Backing a currency with long-term, valuable commodities like oil, uranium ore or bauxite would make a lot more sense. And backing them with agricultural commodities would be really interesting, I imagine most people in developing countries would readily accept a currency knowing they could redeem it for their next meal at the same price no matter where.
 
Backing a currency with long-term, valuable commodities like oil, uranium ore or bauxite would make a lot more sense. And backing them with agricultural commodities would be really interesting, I imagine most people in developing countries would readily accept a currency knowing they could redeem it for their next meal at the same price no matter where.

General question: would backing a currency onto a basket of commodities (say a mix of oil, wheat, gold, and steel) be feisable?
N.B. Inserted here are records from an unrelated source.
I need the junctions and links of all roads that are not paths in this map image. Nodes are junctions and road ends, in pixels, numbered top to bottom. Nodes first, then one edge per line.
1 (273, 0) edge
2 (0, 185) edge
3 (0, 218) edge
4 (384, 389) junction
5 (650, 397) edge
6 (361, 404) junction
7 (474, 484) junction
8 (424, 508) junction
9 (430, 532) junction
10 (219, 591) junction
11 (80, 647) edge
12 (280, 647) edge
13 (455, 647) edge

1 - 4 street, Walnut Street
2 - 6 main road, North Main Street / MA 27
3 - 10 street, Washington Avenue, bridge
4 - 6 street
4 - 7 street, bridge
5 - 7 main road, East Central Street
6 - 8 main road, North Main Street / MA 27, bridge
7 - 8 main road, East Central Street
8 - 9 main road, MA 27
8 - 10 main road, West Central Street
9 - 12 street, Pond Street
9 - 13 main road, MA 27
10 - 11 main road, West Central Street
Seems to me like it'd make it far more stable and less impacted by market shocks than a single commodity would. My economics credentials are pretty healthcare focused so I always wondered about this possibility.
 
Why does this tard want to break apart and dismantle every single country he doesn't like? That is his answer to any issue? Break some random country apart to solve the issue?
It seems like OCD behavior. Does this guy need his own thread?
If you ask some pro Russia folks in the Russia/Ukraine conflict, some feel that it’d be easier for the US to take those places and make them American puppet states, which is why Russia has to win apparently.
 
General question: would backing a currency onto a basket of commodities (say a mix of oil, wheat, gold, and steel) be feisable? Seems to me like it'd make it far more stable and less impacted by market shocks than a single commodity would. My economics credentials are pretty healthcare focused so I always wondered about this possibility.
I focus on healthcare too, interestingly enough! It's honestly a good question.

The big challenge with a convertible-on-demand currency is you have to keep enough of the commodities stored on hand so people can redeem their paper money for the products it's backed by. More valuable ones like oil are easier to use for this vs. something like wheat or steel but you still run into problems. Steel is cheap so redeeming your money for any quantity of it would leave you with a lot of metal you can't use.

Oil and its products break down under normal conditions after a short time (this is why you put Stabil in the gas tank if you're not using something for a while). It would also be a remarkable scientific achievement if someone could build a home refinery to turn a barrel of crude oil into useful products.

Wheat can be stored for a long time under good conditions but it will still suffer losses in storage. Raw grain is kind of useless unless you can take it to a mill to grind into flour or do it yourself, which is again a pain in either case and something most people don't want to do. I also think it would be hard to buy things with a sack full of grain.

A gold bar can at least be carried from place to place, but again...what is it exactly worth vs. a piece of paper?